Six sons of an English family went off to the trenches.
Five were killed.
The sixth was brought home by the personal intervention of Queen Mary, after the vicar’s wife wrote to her to tell her the story.
Six sons of an English family went off to the trenches.
Five were killed.
The sixth was brought home by the personal intervention of Queen Mary, after the vicar’s wife wrote to her to tell her the story.
I never had children, so I can’t imagine the pain of losing one, much less five, children like that. I’m glad the surviving son had a decent life, with loving descendants.
In WWII there were the Sullivan brothers, five of them who served in the navy aboard the same ship and all were killed when it was sunk.
Very sad. This sort of thing has probably happened a lot in past wars though, we just don’t know about it.
Queen Mary was a fairly ‘strong’ character. I imagine that any request from her received a favourable response.
It’s the reason why there is special consideration now for that type of situation. I knew men in Vietnam whose brothers were exempt from serving in combat as long as they were there.
Saving Private Ryan was fiction but it was based on the Niland brothers. Three of the four brothers were presumed killed within a short time. Fritz Niland was removed from the battlefield because of it. He had been dropped as part of the 101st Airborne. Ambrose mentions it in Band of Brothers. One of the Niland brothers was later discovered to be alive and in a Japanese prison camp. He also survived the war.

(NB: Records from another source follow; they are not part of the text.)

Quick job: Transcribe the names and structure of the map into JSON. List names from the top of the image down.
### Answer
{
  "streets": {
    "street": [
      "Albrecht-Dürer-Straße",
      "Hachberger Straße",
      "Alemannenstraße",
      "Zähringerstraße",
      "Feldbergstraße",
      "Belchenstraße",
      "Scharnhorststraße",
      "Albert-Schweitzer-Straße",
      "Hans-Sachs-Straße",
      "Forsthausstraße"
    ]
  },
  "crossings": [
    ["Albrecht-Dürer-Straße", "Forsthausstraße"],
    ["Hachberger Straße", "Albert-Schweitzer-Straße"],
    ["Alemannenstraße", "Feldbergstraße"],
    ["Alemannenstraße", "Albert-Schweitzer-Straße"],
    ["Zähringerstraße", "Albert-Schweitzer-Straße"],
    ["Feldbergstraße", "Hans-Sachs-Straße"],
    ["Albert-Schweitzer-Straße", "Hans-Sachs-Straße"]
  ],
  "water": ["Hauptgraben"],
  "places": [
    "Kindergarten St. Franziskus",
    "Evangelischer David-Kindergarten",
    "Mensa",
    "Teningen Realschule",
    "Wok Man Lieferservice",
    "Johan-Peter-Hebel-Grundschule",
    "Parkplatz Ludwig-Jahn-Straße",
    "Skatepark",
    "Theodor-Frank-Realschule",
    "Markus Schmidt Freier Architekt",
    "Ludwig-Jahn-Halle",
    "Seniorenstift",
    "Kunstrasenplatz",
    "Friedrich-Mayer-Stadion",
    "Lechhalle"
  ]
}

Iirc finding Fritz Niland was not as dramatic as the movie. Word was sent out and he was found by a chaplain.
The Sullivan brothers were survived by a sister, Genevieve. She joined the WAVES, which was the women’s branch of the Navy. I strongly suspect that they were very careful of her.
And if you only had one child, and he died in the war, it’s your own fault for not having more.

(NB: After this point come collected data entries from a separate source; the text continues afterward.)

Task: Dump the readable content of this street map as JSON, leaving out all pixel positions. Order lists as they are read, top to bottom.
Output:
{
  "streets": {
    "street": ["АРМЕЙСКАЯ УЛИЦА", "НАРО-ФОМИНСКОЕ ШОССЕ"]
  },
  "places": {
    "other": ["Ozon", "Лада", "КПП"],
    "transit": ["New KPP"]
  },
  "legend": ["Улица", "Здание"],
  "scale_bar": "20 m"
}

Many such hideous situations for families, in the World Wars; this from a Briton whose family was unusually fortunate as regards survival – relatively unharmed – of family members in both conflicts. There comes to mind the sad story of the Souls family of Great Rissington, Gloucestershire, five of whose six sons went to, and were killed in, WWI. Son #6 was too young to fight; but he died of meningitis not long after the war.
That said – it’s tempting to muse about a possible “contrarian” work of fiction, based on a general situation of this kind; in which the last surviving brother is (unlike the Willie Smith of this thread, who was in it all, unwillingly) an ardent patriot, eager to be part of the fighting – and, as was the case with some thick-skinned guys, having a wonderful time in the war – and no respecter of authority (royalty, clergy, presidents, or whatever) entreating that he be rescued / saved. One imagines him furiously resisting attempts to pull him out and send him home, and stating in the strongest terms that he wants to stay in the fight, and take his chances together with his mates…
The Spanish Army has had that kind of considerations since at least the 1900s, for draftees, but you could still volunteer.